Stored data:
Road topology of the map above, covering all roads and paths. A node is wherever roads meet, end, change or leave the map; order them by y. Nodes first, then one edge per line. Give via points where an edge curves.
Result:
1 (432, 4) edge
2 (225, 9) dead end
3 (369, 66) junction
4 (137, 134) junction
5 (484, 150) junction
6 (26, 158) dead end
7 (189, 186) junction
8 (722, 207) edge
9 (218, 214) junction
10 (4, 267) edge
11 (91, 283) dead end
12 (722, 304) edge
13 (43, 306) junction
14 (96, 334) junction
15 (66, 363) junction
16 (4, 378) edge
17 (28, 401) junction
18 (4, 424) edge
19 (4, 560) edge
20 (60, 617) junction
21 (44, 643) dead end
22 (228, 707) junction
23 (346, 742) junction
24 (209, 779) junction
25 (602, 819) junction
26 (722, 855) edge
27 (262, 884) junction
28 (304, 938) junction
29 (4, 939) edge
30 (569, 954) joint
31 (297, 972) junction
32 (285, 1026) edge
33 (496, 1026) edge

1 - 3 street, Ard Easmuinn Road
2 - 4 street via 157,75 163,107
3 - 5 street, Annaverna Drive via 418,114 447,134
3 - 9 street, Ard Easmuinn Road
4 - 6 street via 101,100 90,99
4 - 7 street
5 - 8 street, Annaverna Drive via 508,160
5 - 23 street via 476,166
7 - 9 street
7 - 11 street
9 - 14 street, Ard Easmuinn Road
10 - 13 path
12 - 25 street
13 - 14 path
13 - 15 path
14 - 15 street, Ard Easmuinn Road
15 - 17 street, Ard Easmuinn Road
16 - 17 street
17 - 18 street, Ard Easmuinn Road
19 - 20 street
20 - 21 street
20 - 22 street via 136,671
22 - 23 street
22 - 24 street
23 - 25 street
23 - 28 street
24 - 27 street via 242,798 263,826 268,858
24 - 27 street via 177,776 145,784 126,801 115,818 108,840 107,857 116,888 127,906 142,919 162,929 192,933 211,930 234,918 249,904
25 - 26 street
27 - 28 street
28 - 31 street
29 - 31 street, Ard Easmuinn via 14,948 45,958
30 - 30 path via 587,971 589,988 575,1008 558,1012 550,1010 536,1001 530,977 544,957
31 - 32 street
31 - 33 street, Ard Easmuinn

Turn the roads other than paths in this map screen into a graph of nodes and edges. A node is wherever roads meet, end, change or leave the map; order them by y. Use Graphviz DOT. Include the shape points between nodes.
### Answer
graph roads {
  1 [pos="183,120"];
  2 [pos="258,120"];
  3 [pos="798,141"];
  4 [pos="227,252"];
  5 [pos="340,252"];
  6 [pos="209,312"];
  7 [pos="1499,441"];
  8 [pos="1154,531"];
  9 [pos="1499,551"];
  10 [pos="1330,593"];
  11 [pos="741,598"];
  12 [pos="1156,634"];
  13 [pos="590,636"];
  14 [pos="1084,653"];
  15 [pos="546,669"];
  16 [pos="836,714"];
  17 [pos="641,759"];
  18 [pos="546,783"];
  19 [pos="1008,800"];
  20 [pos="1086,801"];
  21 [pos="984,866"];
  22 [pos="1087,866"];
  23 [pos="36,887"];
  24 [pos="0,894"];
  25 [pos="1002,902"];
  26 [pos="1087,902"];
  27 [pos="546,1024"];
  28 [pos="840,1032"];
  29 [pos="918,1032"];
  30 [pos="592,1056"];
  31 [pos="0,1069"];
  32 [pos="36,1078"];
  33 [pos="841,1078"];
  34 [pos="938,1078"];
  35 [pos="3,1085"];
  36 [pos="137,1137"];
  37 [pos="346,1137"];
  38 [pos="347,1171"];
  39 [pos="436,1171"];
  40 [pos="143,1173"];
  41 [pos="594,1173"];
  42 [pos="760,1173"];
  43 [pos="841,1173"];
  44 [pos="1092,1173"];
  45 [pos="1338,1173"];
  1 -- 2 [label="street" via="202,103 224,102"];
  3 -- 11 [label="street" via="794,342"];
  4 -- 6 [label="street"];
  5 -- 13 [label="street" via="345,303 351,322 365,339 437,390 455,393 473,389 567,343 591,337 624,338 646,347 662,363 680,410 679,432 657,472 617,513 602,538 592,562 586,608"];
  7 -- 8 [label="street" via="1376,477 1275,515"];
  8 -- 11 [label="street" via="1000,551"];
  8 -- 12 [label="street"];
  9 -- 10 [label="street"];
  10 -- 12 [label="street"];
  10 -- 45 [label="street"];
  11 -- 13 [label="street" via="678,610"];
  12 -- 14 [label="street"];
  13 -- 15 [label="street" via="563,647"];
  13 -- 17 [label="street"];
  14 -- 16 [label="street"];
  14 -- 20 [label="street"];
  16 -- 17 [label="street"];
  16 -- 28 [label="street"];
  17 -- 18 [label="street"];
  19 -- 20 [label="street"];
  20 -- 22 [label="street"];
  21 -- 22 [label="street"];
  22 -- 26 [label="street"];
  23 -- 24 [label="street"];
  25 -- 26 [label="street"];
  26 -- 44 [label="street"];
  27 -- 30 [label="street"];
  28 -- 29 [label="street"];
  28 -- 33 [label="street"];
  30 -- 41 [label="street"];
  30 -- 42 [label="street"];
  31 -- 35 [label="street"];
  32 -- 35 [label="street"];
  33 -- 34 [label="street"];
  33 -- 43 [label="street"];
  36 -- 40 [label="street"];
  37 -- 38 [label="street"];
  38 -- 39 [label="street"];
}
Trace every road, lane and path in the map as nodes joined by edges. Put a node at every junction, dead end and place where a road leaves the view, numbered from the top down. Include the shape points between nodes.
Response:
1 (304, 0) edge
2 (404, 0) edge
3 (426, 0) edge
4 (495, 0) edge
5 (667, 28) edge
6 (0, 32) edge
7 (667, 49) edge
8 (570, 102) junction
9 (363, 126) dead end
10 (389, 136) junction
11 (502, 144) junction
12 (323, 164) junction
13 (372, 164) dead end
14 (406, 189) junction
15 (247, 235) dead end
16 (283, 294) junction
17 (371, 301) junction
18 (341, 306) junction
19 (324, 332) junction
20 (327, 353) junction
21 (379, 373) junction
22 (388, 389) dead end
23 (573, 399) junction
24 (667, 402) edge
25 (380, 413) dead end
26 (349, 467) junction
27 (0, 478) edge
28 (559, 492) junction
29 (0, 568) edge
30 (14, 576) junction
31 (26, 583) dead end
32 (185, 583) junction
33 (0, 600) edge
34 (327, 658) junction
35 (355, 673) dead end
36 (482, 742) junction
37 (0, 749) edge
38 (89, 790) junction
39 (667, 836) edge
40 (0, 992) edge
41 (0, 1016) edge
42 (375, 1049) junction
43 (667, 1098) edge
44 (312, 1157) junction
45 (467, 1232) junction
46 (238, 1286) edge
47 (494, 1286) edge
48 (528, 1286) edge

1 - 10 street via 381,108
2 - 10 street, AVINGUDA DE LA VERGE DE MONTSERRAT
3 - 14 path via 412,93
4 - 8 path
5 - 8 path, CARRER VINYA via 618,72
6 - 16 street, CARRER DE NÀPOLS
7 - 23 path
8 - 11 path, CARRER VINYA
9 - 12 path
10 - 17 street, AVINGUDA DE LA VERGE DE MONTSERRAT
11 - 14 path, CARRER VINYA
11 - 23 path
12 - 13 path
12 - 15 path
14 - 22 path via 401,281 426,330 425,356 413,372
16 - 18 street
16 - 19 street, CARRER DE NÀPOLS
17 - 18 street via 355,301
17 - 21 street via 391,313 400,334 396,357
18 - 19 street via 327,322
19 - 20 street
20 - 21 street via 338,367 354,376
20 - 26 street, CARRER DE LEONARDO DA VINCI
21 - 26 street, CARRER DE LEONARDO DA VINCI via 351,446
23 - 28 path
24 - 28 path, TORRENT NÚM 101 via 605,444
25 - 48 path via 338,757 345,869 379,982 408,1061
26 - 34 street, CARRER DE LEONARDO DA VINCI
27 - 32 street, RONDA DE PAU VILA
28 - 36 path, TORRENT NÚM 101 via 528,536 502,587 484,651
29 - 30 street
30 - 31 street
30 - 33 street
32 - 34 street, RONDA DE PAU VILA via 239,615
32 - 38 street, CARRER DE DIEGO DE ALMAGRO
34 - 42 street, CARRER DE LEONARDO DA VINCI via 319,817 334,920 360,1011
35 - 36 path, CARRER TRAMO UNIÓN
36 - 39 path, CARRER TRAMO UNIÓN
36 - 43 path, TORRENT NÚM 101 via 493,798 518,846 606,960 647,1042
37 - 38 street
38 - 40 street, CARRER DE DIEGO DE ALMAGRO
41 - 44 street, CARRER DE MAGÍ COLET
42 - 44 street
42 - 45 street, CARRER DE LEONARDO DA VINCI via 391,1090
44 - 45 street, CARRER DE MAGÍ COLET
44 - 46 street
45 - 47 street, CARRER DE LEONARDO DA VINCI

Problem: Please report every line of the records above that contains the word "VERGE".

Result below:
2 - 10 street, AVINGUDA DE LA VERGE DE MONTSERRAT
10 - 17 street, AVINGUDA DE LA VERGE DE MONTSERRAT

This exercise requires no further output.